I was really excited when Mark, the CEO of our startup, asked me to get an iPhone and start delving into the mindset of a smartphone user — the company would pay for it. I have often wondered what it would be like, and now I get to experiment without having to commit myself to a 2-year contract. Here are my thoughts after the first month (I got it on December 30).
The iPhone has changed my habits somewhat. It is a phone, an mp3 player, a camera. It is a browser with a small form factor. It is a wizard-worthy map with a built-in compass (you still have to pull over to use it when driving). This multiplicity of function is perhaps transformative: it becomes more than the sum of its functions. A camera that can place your photos on a map? A phone that takes pictures of your contacts, or saves a link to that restaurant's web site? An oracle which can tell you what popular restaurants are open nearby, no matter where you are? I have known about all of these things conceptually for years, but experiencing them myself is really cool.

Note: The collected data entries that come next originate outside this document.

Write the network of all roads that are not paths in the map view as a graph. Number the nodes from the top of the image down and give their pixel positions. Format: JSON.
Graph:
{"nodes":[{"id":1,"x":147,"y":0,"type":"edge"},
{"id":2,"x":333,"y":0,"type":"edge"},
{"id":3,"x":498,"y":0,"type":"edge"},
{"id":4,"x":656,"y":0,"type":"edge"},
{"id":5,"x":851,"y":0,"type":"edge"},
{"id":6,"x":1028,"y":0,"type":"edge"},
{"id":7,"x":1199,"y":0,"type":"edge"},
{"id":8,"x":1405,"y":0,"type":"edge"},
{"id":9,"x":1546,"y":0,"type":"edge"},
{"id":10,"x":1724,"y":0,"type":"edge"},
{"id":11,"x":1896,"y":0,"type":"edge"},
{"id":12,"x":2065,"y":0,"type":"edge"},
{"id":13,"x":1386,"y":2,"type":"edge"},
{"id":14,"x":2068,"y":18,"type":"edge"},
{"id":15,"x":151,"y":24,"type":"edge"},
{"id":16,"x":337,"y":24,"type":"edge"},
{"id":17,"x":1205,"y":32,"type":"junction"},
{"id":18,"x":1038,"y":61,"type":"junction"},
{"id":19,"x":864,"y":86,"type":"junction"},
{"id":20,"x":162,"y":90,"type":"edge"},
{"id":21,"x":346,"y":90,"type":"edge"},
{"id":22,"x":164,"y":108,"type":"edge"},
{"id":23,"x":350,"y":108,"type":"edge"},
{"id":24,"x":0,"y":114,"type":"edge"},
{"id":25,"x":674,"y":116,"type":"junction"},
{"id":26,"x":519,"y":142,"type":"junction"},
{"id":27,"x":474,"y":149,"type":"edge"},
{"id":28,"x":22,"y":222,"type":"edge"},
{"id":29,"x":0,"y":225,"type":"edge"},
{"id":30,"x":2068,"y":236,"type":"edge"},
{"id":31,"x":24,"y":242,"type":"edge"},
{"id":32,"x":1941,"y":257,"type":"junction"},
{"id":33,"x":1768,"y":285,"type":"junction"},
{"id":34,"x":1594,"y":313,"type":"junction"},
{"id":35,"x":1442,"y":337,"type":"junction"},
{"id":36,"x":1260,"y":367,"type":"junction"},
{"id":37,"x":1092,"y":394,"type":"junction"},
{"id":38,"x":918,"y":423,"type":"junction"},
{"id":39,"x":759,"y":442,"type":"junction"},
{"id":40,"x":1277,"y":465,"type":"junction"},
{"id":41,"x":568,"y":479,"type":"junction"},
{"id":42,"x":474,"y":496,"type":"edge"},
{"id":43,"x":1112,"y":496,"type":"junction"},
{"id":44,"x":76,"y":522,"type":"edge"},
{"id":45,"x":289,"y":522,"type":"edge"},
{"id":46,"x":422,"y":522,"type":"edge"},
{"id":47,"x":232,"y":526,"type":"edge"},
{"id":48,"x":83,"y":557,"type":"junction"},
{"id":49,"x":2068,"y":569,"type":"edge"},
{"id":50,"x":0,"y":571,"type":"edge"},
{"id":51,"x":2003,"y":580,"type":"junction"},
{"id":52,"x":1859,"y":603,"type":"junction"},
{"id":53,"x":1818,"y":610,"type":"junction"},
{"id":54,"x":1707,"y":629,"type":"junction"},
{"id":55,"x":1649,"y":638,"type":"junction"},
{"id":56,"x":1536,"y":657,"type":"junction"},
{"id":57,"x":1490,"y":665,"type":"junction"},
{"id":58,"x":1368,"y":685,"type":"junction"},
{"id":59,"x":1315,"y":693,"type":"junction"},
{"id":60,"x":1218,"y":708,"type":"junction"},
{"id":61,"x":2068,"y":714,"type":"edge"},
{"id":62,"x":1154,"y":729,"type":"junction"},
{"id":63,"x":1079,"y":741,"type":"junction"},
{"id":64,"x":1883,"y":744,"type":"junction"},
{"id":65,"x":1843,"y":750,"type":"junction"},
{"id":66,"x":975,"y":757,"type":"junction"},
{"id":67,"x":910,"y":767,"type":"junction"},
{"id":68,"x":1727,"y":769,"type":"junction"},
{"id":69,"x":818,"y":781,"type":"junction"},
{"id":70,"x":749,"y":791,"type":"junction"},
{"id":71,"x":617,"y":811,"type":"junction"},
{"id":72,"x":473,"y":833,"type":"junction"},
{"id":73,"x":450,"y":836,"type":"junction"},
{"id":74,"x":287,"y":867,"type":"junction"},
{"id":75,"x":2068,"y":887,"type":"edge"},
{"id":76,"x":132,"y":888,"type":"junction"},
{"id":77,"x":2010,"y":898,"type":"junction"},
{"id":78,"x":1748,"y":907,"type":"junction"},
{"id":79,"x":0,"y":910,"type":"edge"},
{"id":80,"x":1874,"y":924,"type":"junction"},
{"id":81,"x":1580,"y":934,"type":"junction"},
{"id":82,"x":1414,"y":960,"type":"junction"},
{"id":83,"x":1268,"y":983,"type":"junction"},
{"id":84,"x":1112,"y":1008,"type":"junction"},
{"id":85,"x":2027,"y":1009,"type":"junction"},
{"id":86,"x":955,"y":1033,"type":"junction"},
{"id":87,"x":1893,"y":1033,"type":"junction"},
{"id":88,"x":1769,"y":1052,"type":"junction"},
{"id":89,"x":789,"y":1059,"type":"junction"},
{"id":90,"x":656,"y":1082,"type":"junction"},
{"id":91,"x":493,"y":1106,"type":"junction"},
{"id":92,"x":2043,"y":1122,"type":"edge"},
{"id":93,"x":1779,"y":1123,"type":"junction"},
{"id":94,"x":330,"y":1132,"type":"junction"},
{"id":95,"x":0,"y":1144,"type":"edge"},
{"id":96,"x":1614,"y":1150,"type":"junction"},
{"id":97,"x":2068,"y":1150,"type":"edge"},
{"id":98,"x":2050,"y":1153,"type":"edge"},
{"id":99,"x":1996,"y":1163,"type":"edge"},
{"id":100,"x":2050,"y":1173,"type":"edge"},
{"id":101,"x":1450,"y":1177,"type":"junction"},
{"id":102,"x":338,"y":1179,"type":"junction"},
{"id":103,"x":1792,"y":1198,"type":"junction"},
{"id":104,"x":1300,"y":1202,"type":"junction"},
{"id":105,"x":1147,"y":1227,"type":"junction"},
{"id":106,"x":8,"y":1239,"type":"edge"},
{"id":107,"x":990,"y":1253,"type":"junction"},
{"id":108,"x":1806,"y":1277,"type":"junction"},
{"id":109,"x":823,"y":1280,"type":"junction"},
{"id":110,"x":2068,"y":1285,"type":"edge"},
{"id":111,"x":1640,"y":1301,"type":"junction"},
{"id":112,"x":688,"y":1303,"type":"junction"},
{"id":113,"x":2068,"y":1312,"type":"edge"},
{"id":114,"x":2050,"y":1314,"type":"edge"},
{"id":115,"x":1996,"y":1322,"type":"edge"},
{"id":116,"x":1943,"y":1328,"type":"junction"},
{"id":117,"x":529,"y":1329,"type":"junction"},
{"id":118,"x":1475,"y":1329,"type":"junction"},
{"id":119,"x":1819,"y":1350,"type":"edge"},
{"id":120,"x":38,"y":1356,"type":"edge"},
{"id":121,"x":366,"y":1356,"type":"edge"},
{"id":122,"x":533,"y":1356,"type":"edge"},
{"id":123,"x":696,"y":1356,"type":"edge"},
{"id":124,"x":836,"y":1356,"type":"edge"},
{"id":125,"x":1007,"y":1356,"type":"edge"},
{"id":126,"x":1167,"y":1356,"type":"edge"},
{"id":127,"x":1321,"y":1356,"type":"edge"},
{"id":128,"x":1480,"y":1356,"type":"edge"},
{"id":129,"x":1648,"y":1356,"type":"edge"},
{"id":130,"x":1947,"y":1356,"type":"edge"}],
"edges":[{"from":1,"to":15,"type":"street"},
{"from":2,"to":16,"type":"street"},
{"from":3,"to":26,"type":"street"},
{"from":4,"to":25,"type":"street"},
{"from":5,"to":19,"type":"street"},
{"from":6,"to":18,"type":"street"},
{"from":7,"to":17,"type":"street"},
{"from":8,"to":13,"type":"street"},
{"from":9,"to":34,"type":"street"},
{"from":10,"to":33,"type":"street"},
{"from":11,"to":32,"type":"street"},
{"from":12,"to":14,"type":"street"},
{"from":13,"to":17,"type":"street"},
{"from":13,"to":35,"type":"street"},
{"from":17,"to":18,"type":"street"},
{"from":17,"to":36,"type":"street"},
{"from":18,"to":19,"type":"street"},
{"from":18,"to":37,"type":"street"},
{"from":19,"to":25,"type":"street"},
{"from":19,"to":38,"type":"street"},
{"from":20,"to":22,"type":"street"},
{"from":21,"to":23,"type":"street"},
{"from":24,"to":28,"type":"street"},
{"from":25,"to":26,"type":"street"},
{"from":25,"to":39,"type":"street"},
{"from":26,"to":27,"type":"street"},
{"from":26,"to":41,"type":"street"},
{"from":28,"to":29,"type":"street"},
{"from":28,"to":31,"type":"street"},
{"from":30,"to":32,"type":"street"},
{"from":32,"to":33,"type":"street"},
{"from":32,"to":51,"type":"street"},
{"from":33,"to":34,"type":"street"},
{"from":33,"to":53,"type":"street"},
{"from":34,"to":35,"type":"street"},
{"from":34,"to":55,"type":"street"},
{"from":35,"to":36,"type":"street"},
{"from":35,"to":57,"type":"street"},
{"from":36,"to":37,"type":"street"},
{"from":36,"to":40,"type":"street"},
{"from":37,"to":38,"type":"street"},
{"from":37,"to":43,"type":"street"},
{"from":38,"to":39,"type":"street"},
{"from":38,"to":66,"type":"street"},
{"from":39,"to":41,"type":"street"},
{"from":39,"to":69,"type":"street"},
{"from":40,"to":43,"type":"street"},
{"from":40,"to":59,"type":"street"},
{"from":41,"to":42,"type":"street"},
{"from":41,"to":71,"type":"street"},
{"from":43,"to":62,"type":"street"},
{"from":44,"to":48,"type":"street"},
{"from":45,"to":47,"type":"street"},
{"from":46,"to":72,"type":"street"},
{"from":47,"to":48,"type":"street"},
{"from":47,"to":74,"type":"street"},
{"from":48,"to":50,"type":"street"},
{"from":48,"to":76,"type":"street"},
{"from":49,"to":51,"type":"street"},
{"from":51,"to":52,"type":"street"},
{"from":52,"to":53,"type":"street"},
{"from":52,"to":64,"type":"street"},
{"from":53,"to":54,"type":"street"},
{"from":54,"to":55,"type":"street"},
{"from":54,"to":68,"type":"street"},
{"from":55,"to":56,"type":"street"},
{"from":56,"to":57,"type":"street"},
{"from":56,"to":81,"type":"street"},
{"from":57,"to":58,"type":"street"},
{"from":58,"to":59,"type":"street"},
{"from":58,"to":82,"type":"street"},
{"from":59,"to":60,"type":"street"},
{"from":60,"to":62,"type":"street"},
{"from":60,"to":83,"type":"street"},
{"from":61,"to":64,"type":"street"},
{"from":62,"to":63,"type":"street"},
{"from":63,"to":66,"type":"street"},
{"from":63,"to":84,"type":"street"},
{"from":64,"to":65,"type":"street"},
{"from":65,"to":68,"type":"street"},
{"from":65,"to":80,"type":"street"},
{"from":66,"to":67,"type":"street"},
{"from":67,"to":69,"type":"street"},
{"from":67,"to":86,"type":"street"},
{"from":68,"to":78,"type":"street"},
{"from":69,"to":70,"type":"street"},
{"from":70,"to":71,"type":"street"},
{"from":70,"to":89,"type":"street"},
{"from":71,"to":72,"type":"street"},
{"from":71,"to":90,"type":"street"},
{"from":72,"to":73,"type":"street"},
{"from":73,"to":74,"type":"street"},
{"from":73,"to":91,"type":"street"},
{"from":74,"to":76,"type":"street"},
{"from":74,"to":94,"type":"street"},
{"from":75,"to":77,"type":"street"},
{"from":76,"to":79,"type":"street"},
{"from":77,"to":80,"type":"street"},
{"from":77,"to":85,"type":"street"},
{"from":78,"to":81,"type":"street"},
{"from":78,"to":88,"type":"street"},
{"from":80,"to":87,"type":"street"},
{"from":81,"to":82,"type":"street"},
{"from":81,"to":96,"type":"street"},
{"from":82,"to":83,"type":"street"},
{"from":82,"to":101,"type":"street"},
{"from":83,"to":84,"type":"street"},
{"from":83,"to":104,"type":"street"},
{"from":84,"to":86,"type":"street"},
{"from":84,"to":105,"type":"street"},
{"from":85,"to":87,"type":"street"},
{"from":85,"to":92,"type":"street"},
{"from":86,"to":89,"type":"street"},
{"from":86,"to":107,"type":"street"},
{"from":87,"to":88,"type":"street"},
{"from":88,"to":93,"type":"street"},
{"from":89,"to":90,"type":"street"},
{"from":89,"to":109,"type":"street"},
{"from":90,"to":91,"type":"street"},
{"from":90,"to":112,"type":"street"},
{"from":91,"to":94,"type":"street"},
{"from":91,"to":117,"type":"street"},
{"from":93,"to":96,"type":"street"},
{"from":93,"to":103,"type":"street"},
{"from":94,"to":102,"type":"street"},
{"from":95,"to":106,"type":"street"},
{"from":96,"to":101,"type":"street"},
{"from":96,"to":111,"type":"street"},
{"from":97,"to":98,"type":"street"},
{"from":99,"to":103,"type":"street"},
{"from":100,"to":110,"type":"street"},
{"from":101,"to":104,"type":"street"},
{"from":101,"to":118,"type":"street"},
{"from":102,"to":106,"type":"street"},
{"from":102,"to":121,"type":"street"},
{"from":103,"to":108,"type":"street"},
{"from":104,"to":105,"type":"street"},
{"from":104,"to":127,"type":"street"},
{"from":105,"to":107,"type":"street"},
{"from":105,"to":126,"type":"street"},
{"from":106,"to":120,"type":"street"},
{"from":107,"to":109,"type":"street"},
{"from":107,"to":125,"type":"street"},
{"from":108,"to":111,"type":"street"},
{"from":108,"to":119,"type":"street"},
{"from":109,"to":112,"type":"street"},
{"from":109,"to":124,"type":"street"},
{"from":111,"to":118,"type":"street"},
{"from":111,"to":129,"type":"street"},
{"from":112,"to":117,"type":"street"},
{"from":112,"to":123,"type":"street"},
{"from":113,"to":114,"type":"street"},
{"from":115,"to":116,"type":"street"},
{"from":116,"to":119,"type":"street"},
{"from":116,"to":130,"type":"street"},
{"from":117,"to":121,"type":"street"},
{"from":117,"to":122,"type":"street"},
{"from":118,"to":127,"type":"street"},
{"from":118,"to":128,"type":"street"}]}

The most trite observation about camera phones, and one that I feel obliged to repeat, is that the best camera is the one that is with you. Last night I took a video of dry ice steaming in the rain. Last weekend we went to the zoo and all I brought was my iPhone. After a fancy dinner a couple weeks ago we stopped by Kerry Park on the way home, where I was able to take a picture of the Space Needle with its head in the clouds (the picture isn't that great due to the low light and inadequate zoom, but it's a good memory-jogger). My d90, while truly beautiful and amazing, was not ideal for any of those trips (though if I hadn't had a smartphone I would have brought it on the walk). I will enjoy seeing how far improvements of lens and CCD technology can go in eliminating the need for mid-range cameras (cf. Olympus Stylus, my old digital camera).
It is a great thing to have at hand while reading a book — unlike a laptop, I don't have to set my book aside when I look up a term on the iPhone. I reach for my laptop less often these days. In addition, I have actually started using Twitter. Previously it was a pain to get on Twitter to see updates; now I can check multiple times a day in a brief bored moment. I don't know that this is entirely a good thing, though. Perhaps I would instead have started thinking about something interesting, or started in on a creative endeavor. Then again, maybe I would just have been bored and unproductive for a few minutes. In any event, it's a habit that deserves to be questioned, and reigned in if it proves detrimental.
There are a few limitations of the device that I find frustrating. One is the number of steps required to do anything on a screen this small. Menus are sparse: if you want a slightly less common function, you have to go to a "More" menu or hint for it. It is decidedly non-obvious what features a phone will support. Features exposed by gestures such as click-and-hold are non-standardized and spotty. Apple has done a lot to standardize their UI conventions, but developers do not always follow these recommendations (and when they do, they do not do so either perfectly or uniformly).
The second limitation is typing. Typing makes browsing on an iPhone a less pleasant experience. I am used to popping open new tabs to look up a term, keeping a queue of things to read, and easily searching the current page for words. It makes passwords a pain-and-a-half, because strong passwords require a good mix of characters from different keyboards (for the uninitiated, iPhones have different keyboards optimized for words, numbers, punctuation, even email addresses and urls; the phone cannot fit a full keyboard at anything like a usable size). If I need to do anything involving serious browsing or content creation, I switch to my laptop.
That's the first round. I'm still forming my conclusions, so expect more updates as the months go by.